Возвышенная двойственность слова «морг», также означающего по-французски «спесь». Двузначность, несмотря на общую и отнюдь не загадочную этимологию. Ни осанка, ни владение собой, ни гигиена — вдумайтесь — не мыслимы без спеси. Итак, полная спеси, всегда читающейся на моем лице, я отправилась в морг больницы Б. «Комната отдыха», как его называют, расположена в конце тропинки, обсаженной калиной, березами, чахлыми и жалкими пихтами, которые пытаются передразнивать факельщиков. «Пихта, из которой делают гробы, — вечнозеленое дерево».
Прозекторская. Рисунки Везалия гораздо правдивее этой реальной, серозной, изъеденной раком женщины, чьи метастазы патологоанатом ищет внимательно, будто вшей.
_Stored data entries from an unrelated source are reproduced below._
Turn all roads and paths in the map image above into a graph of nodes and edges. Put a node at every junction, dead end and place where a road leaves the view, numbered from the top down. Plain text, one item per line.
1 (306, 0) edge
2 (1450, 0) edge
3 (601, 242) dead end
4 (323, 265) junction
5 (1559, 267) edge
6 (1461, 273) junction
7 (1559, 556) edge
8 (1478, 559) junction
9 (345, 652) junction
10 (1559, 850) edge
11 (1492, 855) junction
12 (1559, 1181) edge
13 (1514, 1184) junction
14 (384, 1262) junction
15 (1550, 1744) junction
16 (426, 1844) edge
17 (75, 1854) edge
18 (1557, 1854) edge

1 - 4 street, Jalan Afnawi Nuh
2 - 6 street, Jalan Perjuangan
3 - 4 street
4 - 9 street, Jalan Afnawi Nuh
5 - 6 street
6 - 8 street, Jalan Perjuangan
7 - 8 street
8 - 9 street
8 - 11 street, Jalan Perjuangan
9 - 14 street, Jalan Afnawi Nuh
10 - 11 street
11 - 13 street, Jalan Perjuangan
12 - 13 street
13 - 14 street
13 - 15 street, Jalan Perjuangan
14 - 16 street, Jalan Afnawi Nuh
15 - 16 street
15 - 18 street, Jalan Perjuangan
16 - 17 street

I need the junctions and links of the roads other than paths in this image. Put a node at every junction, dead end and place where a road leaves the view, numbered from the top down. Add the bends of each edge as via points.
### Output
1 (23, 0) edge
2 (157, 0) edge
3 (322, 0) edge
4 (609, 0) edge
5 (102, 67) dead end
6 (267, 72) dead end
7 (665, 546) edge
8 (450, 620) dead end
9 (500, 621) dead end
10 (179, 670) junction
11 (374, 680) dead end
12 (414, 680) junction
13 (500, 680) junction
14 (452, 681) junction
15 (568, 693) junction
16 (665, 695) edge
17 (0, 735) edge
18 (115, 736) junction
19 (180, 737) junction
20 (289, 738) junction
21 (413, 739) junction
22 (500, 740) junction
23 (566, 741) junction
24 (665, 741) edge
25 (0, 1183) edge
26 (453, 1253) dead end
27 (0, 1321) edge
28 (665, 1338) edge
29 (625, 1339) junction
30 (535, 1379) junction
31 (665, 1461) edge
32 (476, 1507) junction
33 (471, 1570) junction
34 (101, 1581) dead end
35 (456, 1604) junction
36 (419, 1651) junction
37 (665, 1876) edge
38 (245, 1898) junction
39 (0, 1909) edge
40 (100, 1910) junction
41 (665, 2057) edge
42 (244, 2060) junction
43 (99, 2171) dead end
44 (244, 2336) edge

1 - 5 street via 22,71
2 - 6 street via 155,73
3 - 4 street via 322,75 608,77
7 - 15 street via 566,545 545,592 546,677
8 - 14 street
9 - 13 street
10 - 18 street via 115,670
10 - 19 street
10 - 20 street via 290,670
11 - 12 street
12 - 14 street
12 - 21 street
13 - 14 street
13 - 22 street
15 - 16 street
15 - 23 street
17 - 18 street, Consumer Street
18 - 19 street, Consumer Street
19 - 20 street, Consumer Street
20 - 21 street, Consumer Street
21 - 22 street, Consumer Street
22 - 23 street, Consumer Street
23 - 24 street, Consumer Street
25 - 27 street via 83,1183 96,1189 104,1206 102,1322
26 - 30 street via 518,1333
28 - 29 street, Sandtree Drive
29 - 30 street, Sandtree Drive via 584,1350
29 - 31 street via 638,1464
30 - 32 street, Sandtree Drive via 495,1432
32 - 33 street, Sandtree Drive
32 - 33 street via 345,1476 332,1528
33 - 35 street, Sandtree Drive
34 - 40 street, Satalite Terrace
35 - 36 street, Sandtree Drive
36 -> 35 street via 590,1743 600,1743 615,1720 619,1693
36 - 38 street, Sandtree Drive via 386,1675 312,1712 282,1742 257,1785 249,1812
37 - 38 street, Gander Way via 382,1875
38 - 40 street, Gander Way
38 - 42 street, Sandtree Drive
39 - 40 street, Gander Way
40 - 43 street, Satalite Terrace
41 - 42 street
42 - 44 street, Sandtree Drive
Везалий в «De humani corporis fabrica»[40] изображает тела с обнаженными мышцами, — вероятно, вслед за Тицианом, — в позах танцоров, чья кожа опадает закругленными лепестками, венчиками, кроличьими ушками, хвостами креветок, а некоторые даже держат собственную оболочку на руке, будто меха: препарированные фигуры, блуждающие средь фламандских пейзажей со слепой нерешительностью или подвешенные к виселице, — их мускулатура разворачивается веером, складными страницами, замысловатыми выступами. И все же мы узнаем себя в этих объектах, опознаем собственное строение, вновь обретаем свою кожу в этих вычурных перчатках, свисающих до самой земли, в этих вырезках, покачиваемых ветром. Но хоть я и не нахожу их в телах, лежащих на бетонном полу, в этих окоченелых деревьях с ободранной корой в «комнате отдыха», я обнаруживаю здесь такое же простодушие и достоинство того, что всегда сторонилось коллективных испражнений, социальных контактов, материнства, всех этих вещей, связанных с кишками, выделяющими желтый сок, фиолетовыми тыквами, очень тихо капающими и жутко живыми.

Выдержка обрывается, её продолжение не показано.